RAM3D partners with Renishaw to develop its AM capabilities

September 7, 2020

Renishaw’s AM machines in RAM3D’s factory in Tauranga, New Zealand (Courtesy RAM3D)

Rapid Advanced Manufacturing Ltd (RAM3D), based in New Zealand, has partnered with the Renishaw,, UK, to establish high-quality volume metal Additive Manufacturing capabilities.

RAM3D, which is said to be the Southern Hemisphere’s largest independent metal AM service, provides its solutions for a range of global industry sectors, including aerospace, marine, and food processing. Warwick Downing, CEO and co-founder of RAM3D, stated, “In a way, RAM3D’s origins and success reflect the New Zealand culture.

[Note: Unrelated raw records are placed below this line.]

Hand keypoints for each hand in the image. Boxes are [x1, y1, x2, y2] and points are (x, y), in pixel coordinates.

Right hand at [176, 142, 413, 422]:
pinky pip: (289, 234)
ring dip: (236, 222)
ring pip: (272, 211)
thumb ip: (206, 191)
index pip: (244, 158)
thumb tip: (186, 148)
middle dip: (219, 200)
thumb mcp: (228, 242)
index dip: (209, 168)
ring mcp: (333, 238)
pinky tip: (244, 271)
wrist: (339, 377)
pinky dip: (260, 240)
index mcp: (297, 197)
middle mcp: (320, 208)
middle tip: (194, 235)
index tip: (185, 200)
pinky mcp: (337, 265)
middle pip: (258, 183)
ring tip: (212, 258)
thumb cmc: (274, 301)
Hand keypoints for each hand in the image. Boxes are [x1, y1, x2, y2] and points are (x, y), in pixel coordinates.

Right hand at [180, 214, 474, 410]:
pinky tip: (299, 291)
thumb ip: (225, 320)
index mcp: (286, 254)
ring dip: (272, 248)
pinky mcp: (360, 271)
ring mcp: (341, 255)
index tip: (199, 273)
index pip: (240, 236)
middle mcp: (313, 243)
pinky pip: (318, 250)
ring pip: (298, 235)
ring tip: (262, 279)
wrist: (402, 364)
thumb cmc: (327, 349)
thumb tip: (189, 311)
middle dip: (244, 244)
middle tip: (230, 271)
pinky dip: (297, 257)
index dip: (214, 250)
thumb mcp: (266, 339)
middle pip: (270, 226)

A culture where people aren’t afraid to try new things and try different approaches in order to overcome difficult challenges.”

Downing continued, “In our first couple of years, we had to learn very fast and while to a certain extent we were being told what machines we were going to need, we were quick to understand the real impact of operating costs and the need for a more flexible manufacturing platform.”

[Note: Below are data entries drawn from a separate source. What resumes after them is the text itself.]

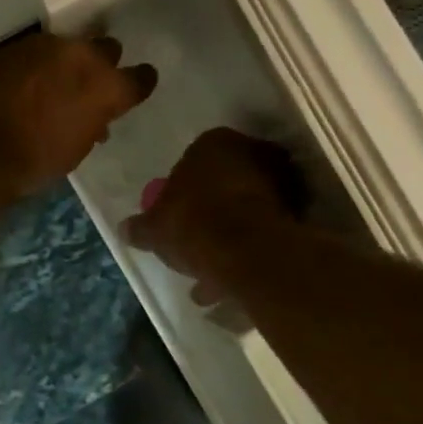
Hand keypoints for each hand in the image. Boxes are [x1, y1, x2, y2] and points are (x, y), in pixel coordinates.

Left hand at [0, 33, 157, 197]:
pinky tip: (23, 83)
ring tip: (51, 84)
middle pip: (106, 49)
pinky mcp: (14, 46)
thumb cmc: (34, 162)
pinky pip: (36, 52)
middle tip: (88, 83)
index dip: (138, 84)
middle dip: (101, 64)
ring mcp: (46, 46)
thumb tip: (96, 120)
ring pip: (68, 46)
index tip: (133, 89)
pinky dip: (35, 65)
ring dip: (65, 62)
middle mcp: (82, 56)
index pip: (140, 78)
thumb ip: (92, 125)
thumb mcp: (75, 151)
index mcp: (107, 87)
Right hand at [124, 128, 306, 300]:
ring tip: (211, 274)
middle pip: (225, 182)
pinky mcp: (299, 211)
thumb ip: (140, 227)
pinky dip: (250, 250)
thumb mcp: (154, 229)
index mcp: (213, 142)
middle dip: (211, 211)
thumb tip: (123, 228)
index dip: (183, 189)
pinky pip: (265, 230)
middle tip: (195, 241)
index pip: (194, 159)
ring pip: (247, 208)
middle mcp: (251, 152)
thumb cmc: (194, 225)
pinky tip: (231, 281)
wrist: (249, 253)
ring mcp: (280, 180)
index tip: (176, 215)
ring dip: (231, 235)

“We realised early on that those extra ‘bells and whistles’ on an AM machine weren’t necessarily a good thing,” he explained. “Very often, they were in fact the things that would cause a machine to break down or underperform. The most important thing to us was assuring production process integrity, high-quality and reliability, and ensuring cost-efficiency and effectiveness.”

In 2014, RAM3D approached Renishaw for advice and purchased what was then the company’s latest AM machine.

According to RAM3D, in a matter of a few years the company experienced a dramatic evolution in the market for metal AM services. The challenges initially faced included raising awareness in a nascent marketplace, educating on Design for Additive Manufacturing (DfAM), and preparing for a shift from prototyping, to prototyping and full production.

Gilly Hawker, RAM3D’s Marketing Manager, stated, “In our very early days the perception of 3D metal printing really was that it was just for one-off, custom part prototyping. Its real benefits, in terms of improved part functionality, part integration, weight reduction, cost-effectiveness and so on, just weren’t widely recognised. We did have to play our part in improving general market awareness and helping to rectify any misconceptions.”

Downing added, “More specifically, in the beginning we often received enquiries for 3D metal printing for parts which really weren’t appropriate for the process.”

Recognising the advantages of Renishaw’s AM systems, RAM3D later elected to make the company its partner of choice. The machine purchased in 2014 was equipped with an optical system delivering 250W of laser power for a beam diameter of 70 µm, and had a human-machine interface that was highly graphical and intuitive in nature. Driven by forecast customer demand, RAM3D followed a phased introduction of additional Renishaw AM machines to meet growing production capacity requirements.

Downing further added, “The machine purchased from Renishaw at the time, was the only one that offered us the flexibility, openness and easy set up that we were looking for. We had lots of ideas of our own on optimising our manufacturing process, and this machine gave us the freedom that we needed to implement them. If we wanted to change a parameter, to adjust it to more closely suit a particular part, then we could.”

Using its suite of Renishaw AM machines, RAM3D now additively manufactures metal parts in a complete range of metal powders, including stainless steel 15-5ph, stainless steel 316, inconel 718 and titanium 64, and is currently looking to add maraging tool steel to its product portfolio.

Stainless steel mouldings additively manufactured for an Australian food manufacturer by RAM3D (Courtesy RAM3D)

In the five years since purchasing its first Renishaw AM machine, RAM3D states that it has grown its metal AM business from what was primarily a prototyping service, to a fully-fledged volume production service. The company is also able to serve customers throughout the world as well as in its Australasian home territory.

Downing concluded, “To be a commercial success in this field, you need to make the right choice of AM machine, make the manufacturing capacity available, and develop the right manufacturing process.”

Since partnering with Renishaw, RAM3D has seen customer part volumes increase exponentially and has been running the machines for twenty-four hours a day for at least six days a week. The company explains that while demand is very much sector and product specific, it has seen production run volumes rise from 3,000–4,000, up to 12,000 per year, and expects it to reach 20,000 per year over next few years.

Currently, RAM3D’s operating plant in Tauranga, New Zealand, consists of eight metal Additive Manufacturing machines, seven of which are Renishaw machines. The company added that it is committed to investing in more Renishaw AM machines in the future, and plans to have nine to ten operating machines by the close of 2020.

The company is also trialling Renishaw’s QuantAM software, a dedicated build preparation software that can optimise part support structures, align parts within the build volume and sets up the final AM file.

According to RAM3D, by establishing a common platform for its growing Additive Manufacturing operations, it has been able to continuously boost efficiency year-on-year. A process material changeover on a machine for example, from one metal to another, can now take less than an hour.

The company explains that by partnering with Renishaw, it is helping customers to manufacture products that are superior in terms of function, part integration, performance, weight and cost effectiveness.